___ DATASET EXCERPTS

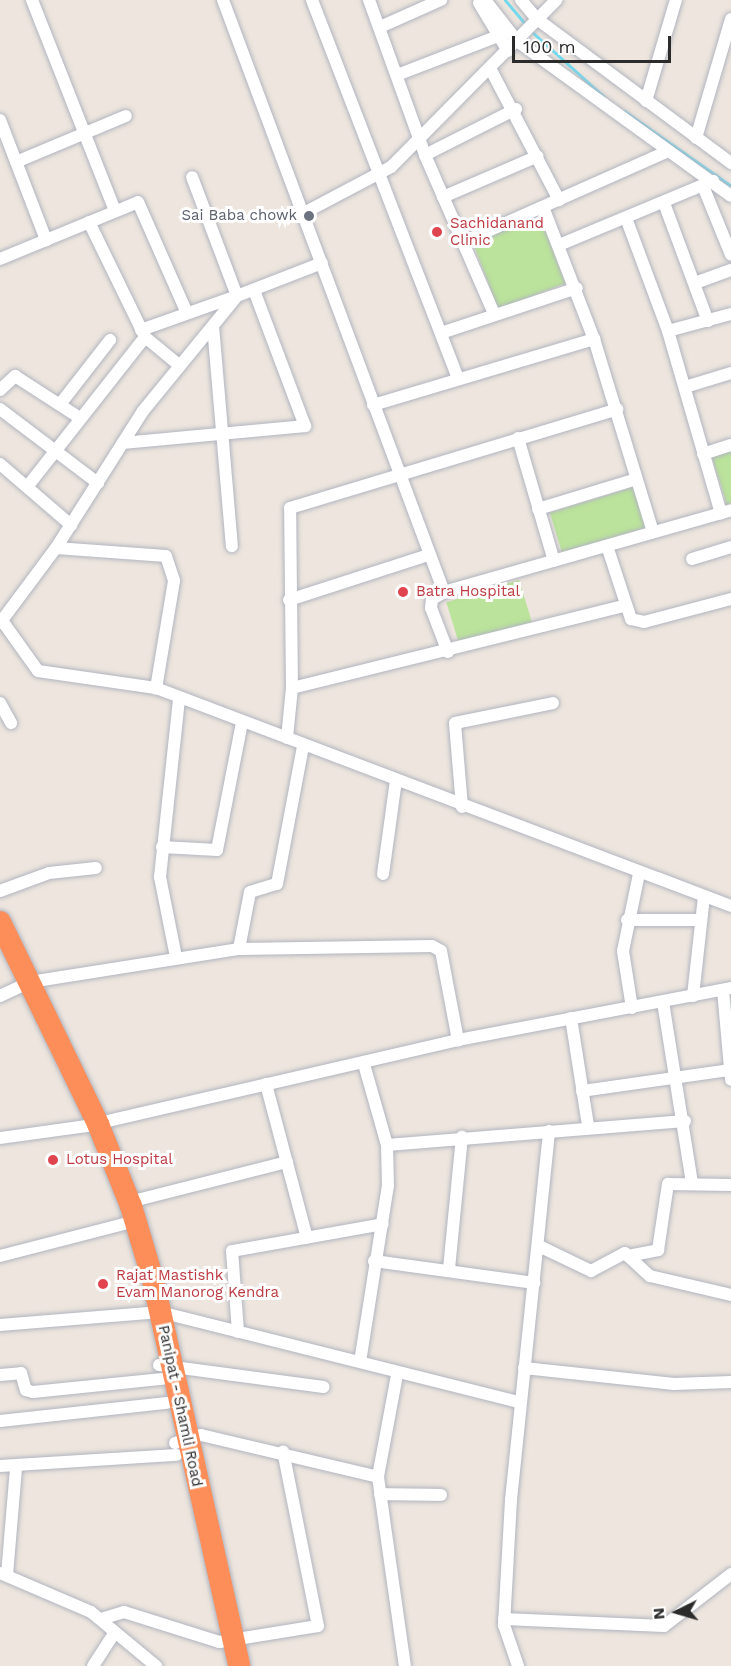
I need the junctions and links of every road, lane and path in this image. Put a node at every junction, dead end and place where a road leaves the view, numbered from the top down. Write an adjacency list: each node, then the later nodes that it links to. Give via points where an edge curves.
1 (32, 0): 23 (street)
2 (224, 0): 40 (street)
3 (312, 0): 32 (street)
4 (369, 0): 13 (street)
5 (441, 0): 13 (street)
6 (477, 0): 14 (street)
7 (485, 0): 15 (street)
8 (521, 0): 12 (street)
9 (556, 0): 12 (street)
10 (675, 0): 19 (street)
11 (731, 19): 25 (street)
12 (535, 21): 15 (street); 19 (street)
13 (380, 27): 18 (street)
14 (498, 36): 16 (street); 18 (street)
15 (518, 39): 16 (street); 26 (street)
16 (508, 51): 17 (street)
17 (491, 70): 20 (street); 24 (street)
18 (397, 75): 24 (street)
19 (646, 101): 25 (street)
20 (516, 109): 27 (street); 28 (street)
21 (126, 116): 23 (street)
22 (0, 120): 29 (street)
23 (84, 133): 29 (street); 39 (street)
24 (419, 137): 27 (street); 32 (street)
25 (696, 138): 30 (street)
26 (668, 151): 33 (street); 36 (street)
27 (425, 155): 35 (street)
28 (538, 156): 35 (street); 36 (street)
29 (16, 162): 43 (street)
30 (731, 163)
31 (192, 177): 53 (street)
32 (377, 177): 40 (street); 60 (street)
33 (708, 184): 34 (street); 37 (street); 46 (street)
34 (731, 196)
35 (443, 197): 44 (street)
36 (559, 200): 38 (street)
37 (664, 203): 41 (street); 50 (street)
38 (543, 207): 44 (street); 45 (street)
39 (115, 211): 42 (street); 54 (street, via 139,203)
40 (303, 213): 48 (street)
41 (626, 218): 45 (street); 59 (street)
42 (89, 222): 43 (street); 61 (street)
43 (46, 240): 47 (street)
44 (463, 242): 55 (street)
45 (559, 245): 51 (street)
46 (731, 255)
47 (0, 259)
48 (322, 263): 52 (street); 70 (street)
49 (731, 270): 50 (street)
50 (695, 283): 57 (street)
51 (577, 288): 55 (street); 62 (street)
52 (254, 290): 53 (street); 74 (street, via 306,425)
53 (237, 296): 54 (street); 58 (street)
54 (188, 313): 61 (street)
55 (494, 314): 60 (street)
56 (731, 314): 57 (street)
57 (708, 321): 59 (street)
58 (213, 326): 64 (street); 74 (street)
59 (668, 331): 67 (street)
60 (441, 333): 66 (street)
61 (143, 334): 64 (street); 73 (street)
62 (594, 339): 66 (street); 72 (street)
63 (110, 340): 69 (street)
64 (180, 366): 76 (street)
65 (731, 373): 67 (street)
66 (458, 379): 70 (street)
67 (685, 387): 79 (street)
68 (0, 390): 69 (street, via 15,376)
69 (61, 403): 73 (street)
70 (374, 405): 81 (street)
71 (0, 409): 78 (street)
72 (617, 409): 75 (street); 82 (street)
73 (80, 418): 78 (street)
74 (225, 437): 76 (street); 89 (street)
75 (518, 438): 81 (street); 85 (street)
76 (123, 442): 83 (street)
77 (731, 445): 79 (street)
78 (59, 452): 83 (street); 84 (street)
79 (703, 454): 86 (street)
80 (0, 464): 84 (street)
81 (398, 473): 93 (street); 98 (street, via 290,508)
82 (637, 479): 85 (street); 88 (street)
83 (98, 483): 87 (street)
84 (27, 487): 87 (street)
85 (538, 509): 95 (street)
86 (726, 512): 88 (street)
87 (71, 525): 92 (street)
88 (653, 532): 90 (street)
89 (232, 546)
90 (607, 546): 95 (street); 99 (street)
91 (731, 547): 94 (street)
92 (56, 548): 100 (street); 102 (street, via 166,556 174,581)
93 (428, 555): 96 (street); 98 (street)
94 (692, 559)
95 (554, 561): 96 (street)
96 (444, 592): 101 (street, via 432,599 432,608)
97 (731, 599): 99 (street, via 644,622 631,619)
98 (289, 600): 103 (street)
99 (624, 606): 101 (street)
100 (2, 622): 102 (street, via 38,671)
101 (448, 652): 103 (street, via 418,655)
102 (156, 687): 104 (street)
103 (292, 688): 109 (street)
104 (179, 698): 108 (street); 113 (street)
105 (0, 703): 107 (street)
106 (553, 703): 112 (street, via 455,723)
107 (11, 723)
108 (242, 723): 109 (street); 113 (street, via 217,850)
109 (287, 738): 110 (street)
110 (303, 746): 111 (street); 123 (street, via 277,884 250,892)
111 (396, 780): 112 (street); 115 (street)
112 (462, 807): 116 (street)
113 (162, 847): 125 (street, via 161,894)
114 (96, 868): 117 (street, via 49,873)
115 (383, 874)
116 (639, 874): 118 (street); 120 (street)
117 (0, 891)
118 (704, 897): 119 (street); 121 (street)
119 (731, 906)
120 (627, 920): 121 (street); 130 (street, via 623,951)
121 (698, 921): 128 (street)
122 (0, 922): 127 (highway, Panipat - Shamli Road)
123 (238, 949): 125 (street); 132 (street, via 436,947 441,951)
124 (0, 952): 127 (highway, Panipat - Shamli Road)
125 (176, 957): 127 (street)
126 (727, 989): 128 (street); 134 (street)
127 (16, 990): 139 (highway, Panipat - Shamli Road)
128 (693, 996): 129 (street)
129 (663, 1002): 130 (street); 135 (street)
130 (633, 1008): 131 (street)
131 (571, 1018): 132 (street); 137 (street)
132 (458, 1040): 133 (street)
133 (364, 1064): 136 (street); 144 (street)
134 (731, 1075): 135 (street)
135 (677, 1080): 137 (street); 138 (street)
136 (266, 1084): 139 (street); 145 (street)
137 (582, 1091): 140 (street)
138 (685, 1120): 140 (street); 146 (street)
139 (92, 1125): 143 (street); 148 (highway, Panipat - Shamli Road)
140 (588, 1125): 141 (street)
141 (549, 1131): 142 (street); 151 (street)
142 (462, 1137): 144 (street); 155 (street)
143 (0, 1138)
144 (387, 1145): 149 (street)
145 (287, 1162): 148 (street); 150 (street)
146 (692, 1183): 147 (street); 153 (street, via 668,1184 664,1189 658,1250)
147 (731, 1185)
148 (126, 1213): 152 (street); 158 (highway, Panipat - Shamli Road)
149 (383, 1224): 150 (street); 154 (street)
150 (307, 1238): 160 (street, via 231,1252)
151 (539, 1246): 153 (street, via 591,1271 616,1254); 156 (street)
152 (0, 1256)
153 (628, 1256): 157 (street, via 650,1276)
154 (374, 1261): 155 (street); 161 (street)
155 (449, 1269): 156 (street)
156 (535, 1283): 162 (street)
157 (731, 1296)
158 (154, 1312): 159 (street); 160 (street); 163 (highway, Panipat - Shamli Road)
159 (0, 1325)
160 (238, 1332): 161 (street)
161 (360, 1362): 165 (street)
162 (524, 1368): 166 (street, via 674,1383); 168 (street)
163 (164, 1370): 164 (street, via 33,1392 26,1390 21,1373); 167 (street); 169 (highway, Panipat - Shamli Road); 171 (highway, Panipat - Shamli Road)
164 (0, 1375)
165 (397, 1375): 168 (street); 175 (street)
166 (731, 1382)
167 (324, 1387)
168 (519, 1402): 181 (street)
169 (167, 1403): 170 (street); 171 (highway, Panipat - Shamli Road)
170 (0, 1421)
171 (180, 1445): 172 (street, via 201,1435); 174 (street); 183 (highway, Panipat - Shamli Road)
172 (283, 1451): 175 (street); 183 (street, via 318,1623)
173 (0, 1467): 174 (street)
174 (16, 1468): 178 (street)
175 (378, 1477): 176 (street)
176 (380, 1494): 177 (street); 188 (street)
177 (441, 1495)
178 (4, 1574): 180 (street)
179 (731, 1574): 181 (street, via 663,1626)
180 (101, 1619): 182 (street); 183 (street, via 124,1612)
181 (504, 1619): 189 (street)
182 (115, 1632): 184 (street); 185 (street)
183 (226, 1641): 186 (highway, Panipat - Shamli Road); 187 (highway, Panipat - Shamli Road)
184 (93, 1666)
185 (156, 1666)
186 (224, 1666)
187 (239, 1666)
188 (405, 1666)
189 (518, 1666)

______

**WHAT TO DO**
Copy every line of the data above in which the string "Shamli" appears.

**RESULT BELOW**
122 (0, 922): 127 (highway, Panipat - Shamli Road)
124 (0, 952): 127 (highway, Panipat - Shamli Road)
127 (16, 990): 139 (highway, Panipat - Shamli Road)
139 (92, 1125): 143 (street); 148 (highway, Panipat - Shamli Road)
148 (126, 1213): 152 (street); 158 (highway, Panipat - Shamli Road)
158 (154, 1312): 159 (street); 160 (street); 163 (highway, Panipat - Shamli Road)
163 (164, 1370): 164 (street, via 33,1392 26,1390 21,1373); 167 (street); 169 (highway, Panipat - Shamli Road); 171 (highway, Panipat - Shamli Road)
169 (167, 1403): 170 (street); 171 (highway, Panipat - Shamli Road)
171 (180, 1445): 172 (street, via 201,1435); 174 (street); 183 (highway, Panipat - Shamli Road)
183 (226, 1641): 186 (highway, Panipat - Shamli Road); 187 (highway, Panipat - Shamli Road)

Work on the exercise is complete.